Gas-liquid interface derived lightweight and twistable BiOI/In2O3/tape assembly for photocatalytic NO removal

Mimicking the movement of leaves in response to external stimulations is inspiring for designing photocatalyst system applicable in space- and weight-sensitive scenarios. Here, we demonstrate that by combining a novel gas–liquid film growth process with a tape assisted film transfer procedure driven by capillary force, a lightweight and twistable photocatalyst assembly can be easily constructed. Taking the gas–liquid interface as a solute transfer boundary to selectively trigger the film growth at the interface, BiOI and BiOI/In 2 O 3 thin films up to 15 cm in diameter can be grown at a solution surface. Thanks to the capillary force present at the dynamic contact front during the film pick-up procedure, the grown film can be peeled off from the solution surface with tape so that a lightweight BiOI/In 2 O 3 /tape assembly can be easily constructed. Due to its low density and the BiOI/In 2 O 3 heterojunction formed, the resulting BiOI/In 2 O 3 /tape assembly exhibits superior photocatalytic activity per gram towards NO removal. Furthermore, the capillary force driven film pick-up process also induces a tight contact between the film and the tape, which makes the assembly highly twistable: its structural integrity and photocatalytic activity are largely preserved after 10,000 twists.
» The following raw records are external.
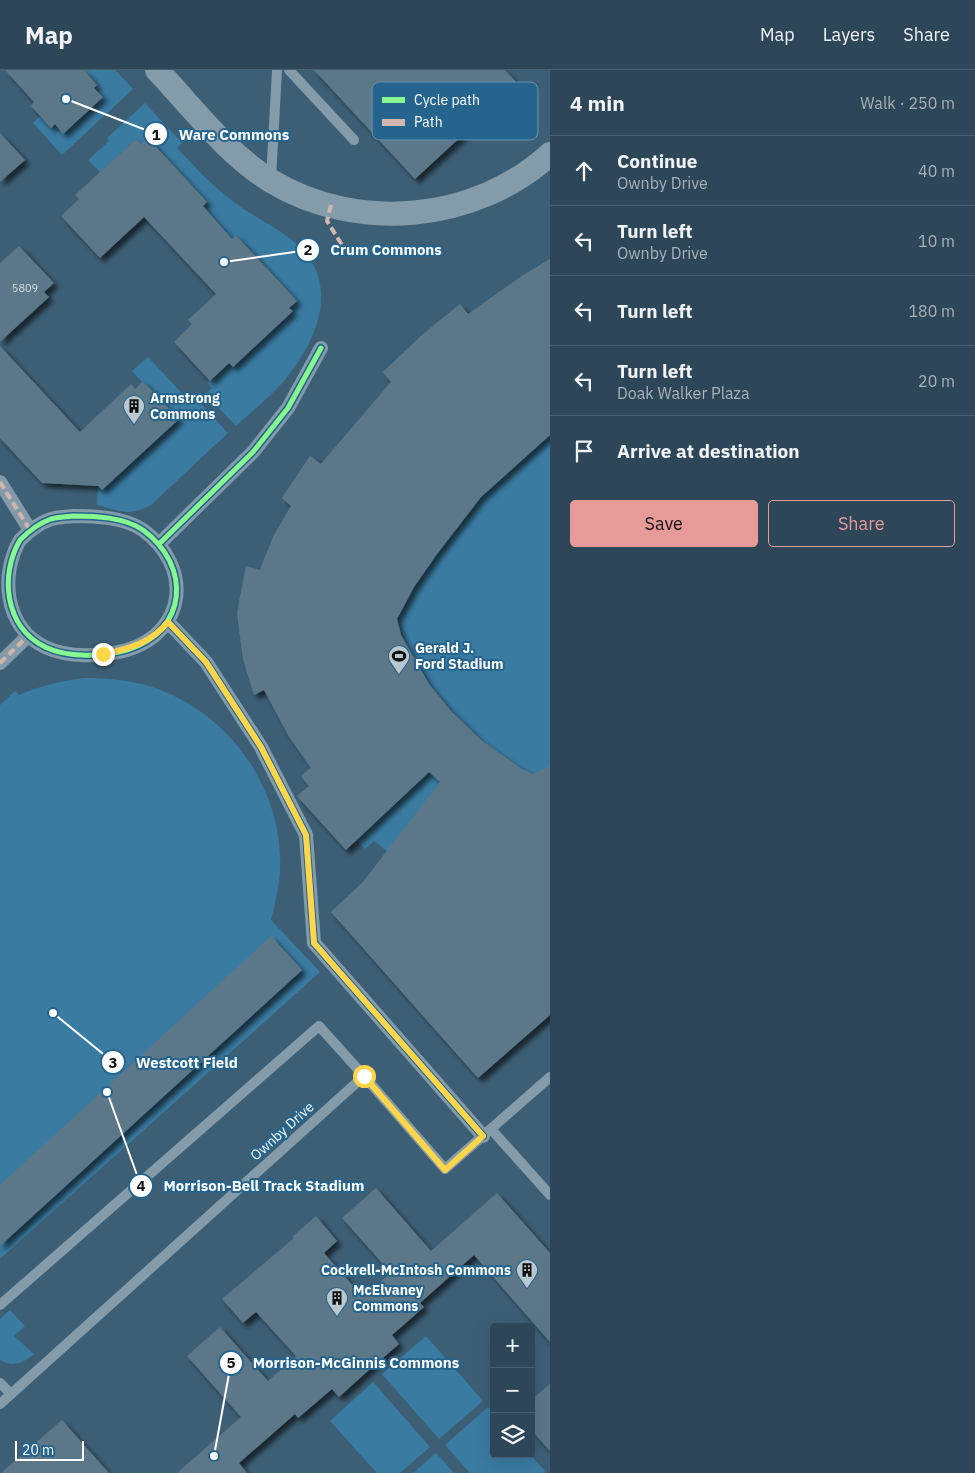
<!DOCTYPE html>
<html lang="en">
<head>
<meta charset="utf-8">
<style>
  body { margin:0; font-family:"IBM Plex Sans",sans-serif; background:#3a5161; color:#f1f3f6 }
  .controls { position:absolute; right:15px; bottom:15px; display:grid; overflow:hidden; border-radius:5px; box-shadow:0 5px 20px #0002 }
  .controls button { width:45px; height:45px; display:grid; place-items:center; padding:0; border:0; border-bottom:1px solid #495f6e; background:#2e4758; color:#f1f3f6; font:25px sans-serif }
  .scale { position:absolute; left:15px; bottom:12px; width:69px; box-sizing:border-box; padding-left:5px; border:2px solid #fff; border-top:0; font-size:14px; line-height:18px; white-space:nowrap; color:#fff; -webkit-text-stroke:4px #25648d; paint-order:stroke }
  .stop { position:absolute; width:15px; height:15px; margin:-11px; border:4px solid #ffd54a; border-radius:50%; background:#fff }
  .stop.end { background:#ffd54a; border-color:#fff; box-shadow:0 1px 5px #0008 }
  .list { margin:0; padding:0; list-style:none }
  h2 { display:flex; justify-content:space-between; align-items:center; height:65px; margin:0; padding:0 20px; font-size:21px }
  h2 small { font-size:16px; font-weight:400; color:#a7b2ba }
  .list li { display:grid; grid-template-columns:32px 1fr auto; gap:15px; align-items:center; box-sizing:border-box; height:70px; padding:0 20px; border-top:1px solid #495f6e }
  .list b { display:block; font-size:19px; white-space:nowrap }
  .list p { margin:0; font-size:16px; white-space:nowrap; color:#a7b2ba }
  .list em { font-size:16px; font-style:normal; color:#a7b2ba }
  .actions { display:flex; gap:10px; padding:15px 20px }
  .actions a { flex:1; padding:11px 0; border:1px solid #e69b98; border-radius:5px; text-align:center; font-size:18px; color:#e69b98 }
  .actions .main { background:#e69b98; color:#111 }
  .icon { flex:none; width:28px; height:28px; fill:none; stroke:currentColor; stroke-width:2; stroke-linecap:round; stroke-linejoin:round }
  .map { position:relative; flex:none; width:550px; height:1403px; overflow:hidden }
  header { display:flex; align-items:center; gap:30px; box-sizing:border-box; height:70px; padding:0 25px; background:#2e4758; border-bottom:1px solid #495f6e }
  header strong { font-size:24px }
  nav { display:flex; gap:28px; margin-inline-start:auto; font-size:18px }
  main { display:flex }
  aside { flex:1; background:#2e4758 }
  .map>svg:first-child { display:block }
  .green { fill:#3a7ba2 }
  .building { fill:#5c7788; filter:url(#shadow) }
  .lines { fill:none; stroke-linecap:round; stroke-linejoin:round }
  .service { stroke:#849ba9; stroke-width:10 }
  .pedestrian { stroke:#849ba9; stroke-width:14 }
  .tertiary { stroke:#849ba9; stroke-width:24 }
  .quiet { stroke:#d1b7ad; stroke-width:4; stroke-dasharray:8 4; stroke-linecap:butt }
  .cycleway-casing { stroke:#25648d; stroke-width:8 }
  .cycleway { stroke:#87f88f; stroke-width:5 }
  .route { stroke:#ffd54a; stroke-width:6 }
  .labels { text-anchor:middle; stroke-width:4; stroke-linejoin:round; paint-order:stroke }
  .number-label { font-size:11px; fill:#d6dde1 }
  .poi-label { font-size:14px; font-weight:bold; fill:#fff; stroke:#25648d; text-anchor:start }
  .street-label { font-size:14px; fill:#fff; stroke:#25648d }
  .key { fill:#25648d; stroke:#6692af; stroke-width:1 }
  .key-label { font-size:14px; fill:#fff }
  .leader { fill:none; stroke:#fff; stroke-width:2 }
  .callout-dot { fill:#fff; stroke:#25648d; stroke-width:2 }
  .mark-label { font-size:15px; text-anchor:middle; font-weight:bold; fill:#111 }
  .callout-label { font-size:15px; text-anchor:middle; font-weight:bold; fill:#fff; stroke:#25648d; stroke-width:4; stroke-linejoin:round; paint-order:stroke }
</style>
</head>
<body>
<header>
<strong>Map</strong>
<nav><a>Map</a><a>Layers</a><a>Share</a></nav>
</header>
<main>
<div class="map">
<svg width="550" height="1403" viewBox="0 0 550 1403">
  <defs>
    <filter id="shadow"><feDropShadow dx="4.5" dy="4.5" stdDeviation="2.5" flood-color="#0009"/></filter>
  </defs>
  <rect width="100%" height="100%" fill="#3d5f75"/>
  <g class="green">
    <polygon points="84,0 115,0 133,19 62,85 33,53 40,46 55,54 63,63 103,27 94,18 97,14"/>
    <path d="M 145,33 L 182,73 L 177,78 C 195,97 213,117 235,133 C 258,150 287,161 306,184 C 339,225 312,277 283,312 C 269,328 251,342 236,356 L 205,324 L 212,318 L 207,313 L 229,293 L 233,297 L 293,241 L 262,201 L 266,197 L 237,165 L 232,169 L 203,136 L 207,132 L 178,101 L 161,91 L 166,86 L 148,68 L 141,74 L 136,69 L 100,102 L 88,90 L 109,71 L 107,68 Z"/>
    <polygon points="550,189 550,945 478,1008 331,842 363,812 387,781 374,771 365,779 354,768 346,780 297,726 303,721 305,723 310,718 301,706 310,698 288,665 264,620 254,625 243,589 237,543 246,496 260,500 273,467 291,436 282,428 310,386 321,394 391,312 383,302 422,265 460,234 468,244 522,206"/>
    <path d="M 148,287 L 193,335 L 198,331 L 228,363 L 151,435 C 128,447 121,441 97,435 L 98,416 L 102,420 L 179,349 L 144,311 L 142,312 L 132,301 Z"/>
    <path d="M 84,608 C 107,608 130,610 152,617 C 229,642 284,719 280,801 C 279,818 275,834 271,850 L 320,902 L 0,1189 L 0,635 L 15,621 L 19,625 C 40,616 61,611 84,608 Z"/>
    <path d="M 10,1240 L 25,1256 L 14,1266 L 34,1284 C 23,1293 13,1298 0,1290 L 0,1249 Z"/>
    <polygon points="426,1266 483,1331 439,1369 382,1304"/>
    <polygon points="373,1312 430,1377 400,1403 377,1403 330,1351"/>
    <polygon points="488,1337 494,1343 494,1384 530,1384 545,1401 543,1403 470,1403 445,1375"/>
    <polygon points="436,1383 454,1403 413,1403"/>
  </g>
  <g class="building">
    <polygon points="5,0 84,0 97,15 94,18 103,27 63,64 55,54 51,58 31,36 34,32"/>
    <polygon points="314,0 505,0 518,14 415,109"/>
    <polygon points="0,63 25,90 0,112"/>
    <polygon points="148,68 207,132 203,136 232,169 236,165 297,231 289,238 293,241 233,297 229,293 210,311 174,272 192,254 188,250 216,224 144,147 100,188 61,146 79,129 75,125 136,69 141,74"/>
    <polygon points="19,176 54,213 44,222 49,227 0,272 0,193"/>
    <polygon points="550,189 550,365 481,427 437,484 414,517 397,549 401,565 429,614 451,641 481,670 522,699 533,704 550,696 550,945 478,1008 331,842 363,812 440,712 429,702 346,780 297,726 309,716 301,706 311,698 288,665 264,620 254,625 243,589 237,543 246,496 260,500 273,467 291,436 282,428 310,386 321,394 391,312 383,302 422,265 460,234 468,244 522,206"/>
    <polygon points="0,276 80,362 131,314 135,319 143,311 179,349 102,420 98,416 42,413 0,368"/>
    <polygon points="271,866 302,900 0,1176 0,1115"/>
    <polygon points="376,1118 431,1181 497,1123 550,1183 550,1272 474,1185 420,1233 424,1237 392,1265 399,1274 370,1299 339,1327 332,1319 298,1348 295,1344 239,1393 247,1403 177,1403 241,1347 187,1286 220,1257 268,1311 296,1286 256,1242 243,1253 222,1229 294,1168 292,1167 316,1146 337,1171 324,1183 363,1227 391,1203 342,1148"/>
    <polygon points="550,1314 550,1381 531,1360 531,1330"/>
    <polygon points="62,1350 109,1403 1,1403"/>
  </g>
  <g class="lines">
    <g class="service">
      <polyline points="289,0 354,70"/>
      <polyline points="271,109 277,0"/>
      <polyline points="491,1059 550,1125"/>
      <polyline points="0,1235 319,956 364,1006"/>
      <polyline points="0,1313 11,1324"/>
      <polyline points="0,1334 364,1006 445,1099 550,1007"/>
    </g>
    <g class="pedestrian">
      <polyline points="0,412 30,460"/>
      <path d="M 73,446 C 95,446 124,447 143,460 C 192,496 188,561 127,580 C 102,587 68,588 45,577 C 4,557 0,504 20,470 C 29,461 39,453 51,449 C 58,447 66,447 73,446 Z"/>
      <polyline points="159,474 253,382 288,338 321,278"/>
      <polyline points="168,552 206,592 261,677 306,765 314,873 483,1066"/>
      <polyline points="0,593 28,566"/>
    </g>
    <path class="tertiary" d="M 157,0 C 193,38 226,83 271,111 C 357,163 476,152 550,84"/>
    <g class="quiet">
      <polyline points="331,135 327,151 347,183"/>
      <polyline points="0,412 30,460"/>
      <polyline points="0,593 28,566"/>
    </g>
    <g class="cycleway-casing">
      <g id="cycleway">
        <path d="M 73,446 C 95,446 124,447 143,460 C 192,496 188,561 127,580 C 102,587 68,588 45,577 C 4,557 0,504 20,470 C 29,461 39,453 51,449 C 58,447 66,447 73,446 Z"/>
        <polyline points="159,474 253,382 288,338 321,278"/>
        <polyline points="168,552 206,592 261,677 306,765 314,873 483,1066"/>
      </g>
    </g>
    <use href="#cycleway" class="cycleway"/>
  </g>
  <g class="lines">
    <path class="route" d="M 103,584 C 129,579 151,573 168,552 L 206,592 L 261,677 L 306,765 L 314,873 L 483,1066 L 445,1100 L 364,1006"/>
  </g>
  <defs>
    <g id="building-pin" transform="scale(1.125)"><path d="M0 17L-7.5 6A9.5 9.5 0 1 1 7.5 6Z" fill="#bbc7cf" stroke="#25648d"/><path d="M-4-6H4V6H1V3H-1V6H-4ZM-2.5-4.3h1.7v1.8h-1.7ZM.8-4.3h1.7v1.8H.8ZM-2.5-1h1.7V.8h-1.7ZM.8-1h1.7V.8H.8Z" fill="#111"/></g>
    <g id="stadium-pin" transform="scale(1.125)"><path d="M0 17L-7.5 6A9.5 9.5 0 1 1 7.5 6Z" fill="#bbc7cf" stroke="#25648d"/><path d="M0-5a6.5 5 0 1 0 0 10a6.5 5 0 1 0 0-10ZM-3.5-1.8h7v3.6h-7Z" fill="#111"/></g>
  </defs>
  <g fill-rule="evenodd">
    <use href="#building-pin" x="134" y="336"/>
    <use href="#stadium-pin" x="399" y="586"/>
    <use href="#building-pin" x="527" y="1200"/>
    <use href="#building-pin" x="337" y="1228"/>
  </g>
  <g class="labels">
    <g class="number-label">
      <text x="25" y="222">5809</text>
    </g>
    <g class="poi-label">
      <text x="150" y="333">Armstrong<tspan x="150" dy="16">Commons</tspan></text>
      <text x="415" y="583">Gerald J.<tspan x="415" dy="16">Ford Stadium</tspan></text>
      <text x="511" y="1205" text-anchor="end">Cockrell-McIntosh Commons</text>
      <text x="353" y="1225">McElvaney<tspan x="353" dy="16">Commons</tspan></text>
    </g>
    <g class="street-label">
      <text transform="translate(282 1061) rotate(-42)" y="5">Ownby Drive</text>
    </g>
  </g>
  <rect x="372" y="12" width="166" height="58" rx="8" class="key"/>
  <rect x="382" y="27" width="23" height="6" fill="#87f88f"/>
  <rect x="382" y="49" width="23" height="7" fill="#d1b7ad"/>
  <g class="key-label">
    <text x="414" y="35">Cycle path</text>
    <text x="414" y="57">Path</text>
  </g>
  <path class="leader" d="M66 29L156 64M224 192L308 180M53 943L113 992M107 1022L141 1116M214 1386L231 1293"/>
  <g class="callout-dot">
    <circle cx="66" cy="29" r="5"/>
    <circle cx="224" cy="192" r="5"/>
    <circle cx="53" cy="943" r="5"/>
    <circle cx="107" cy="1022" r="5"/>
    <circle cx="214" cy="1386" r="5"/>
    <circle cx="156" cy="64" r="12"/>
    <circle cx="308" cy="180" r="12"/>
    <circle cx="113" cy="992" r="12"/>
    <circle cx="141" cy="1116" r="12"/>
    <circle cx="231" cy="1293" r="12"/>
  </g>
  <g class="mark-label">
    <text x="156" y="70">1</text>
    <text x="308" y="185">2</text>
    <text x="113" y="998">3</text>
    <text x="141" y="1121">4</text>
    <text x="231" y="1298">5</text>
  </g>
  <g class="callout-label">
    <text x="234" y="70">Ware Commons</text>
    <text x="386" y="185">Crum Commons</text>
    <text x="187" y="998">Westcott Field</text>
    <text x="264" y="1121">Morrison-Bell Track Stadium</text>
    <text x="356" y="1298">Morrison-McGinnis Commons</text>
  </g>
</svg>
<div class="controls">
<button>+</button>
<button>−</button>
<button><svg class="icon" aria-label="layers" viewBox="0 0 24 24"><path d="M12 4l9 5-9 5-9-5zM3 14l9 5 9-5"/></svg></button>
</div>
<div class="scale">20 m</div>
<div class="stop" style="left:364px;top:1006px"></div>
<div class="stop end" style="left:103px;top:584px"></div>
</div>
<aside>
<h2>4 min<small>Walk · 250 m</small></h2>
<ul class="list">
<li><svg class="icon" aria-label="ahead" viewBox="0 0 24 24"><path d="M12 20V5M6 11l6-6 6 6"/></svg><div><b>Continue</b><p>Ownby Drive</p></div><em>40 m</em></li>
<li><svg class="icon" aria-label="left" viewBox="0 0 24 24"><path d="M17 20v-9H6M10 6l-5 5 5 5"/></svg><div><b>Turn left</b><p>Ownby Drive</p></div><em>10 m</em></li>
<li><svg class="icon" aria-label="left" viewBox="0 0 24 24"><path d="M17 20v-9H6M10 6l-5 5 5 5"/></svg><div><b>Turn left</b></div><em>180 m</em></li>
<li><svg class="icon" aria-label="left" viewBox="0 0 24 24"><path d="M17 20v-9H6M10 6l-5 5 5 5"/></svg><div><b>Turn left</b><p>Doak Walker Plaza</p></div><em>20 m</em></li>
<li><svg class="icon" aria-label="arrive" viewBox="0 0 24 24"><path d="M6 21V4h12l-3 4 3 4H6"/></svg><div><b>Arrive at destination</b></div></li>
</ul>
<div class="actions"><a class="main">Save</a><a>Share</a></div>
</aside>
</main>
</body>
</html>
Utilizing the film’s flexibility and twistability, we assemble a temperature-, auto-folding/unfolding photocatalyst system by transferring the film onto a memory-alloy-based structure, which mimics the movement of leaves in response to external stimulations and makes the gas–liquid interface-derived BiOI/In 2 O 3 /tape assembly suitable for use in space- and weight-limited environments.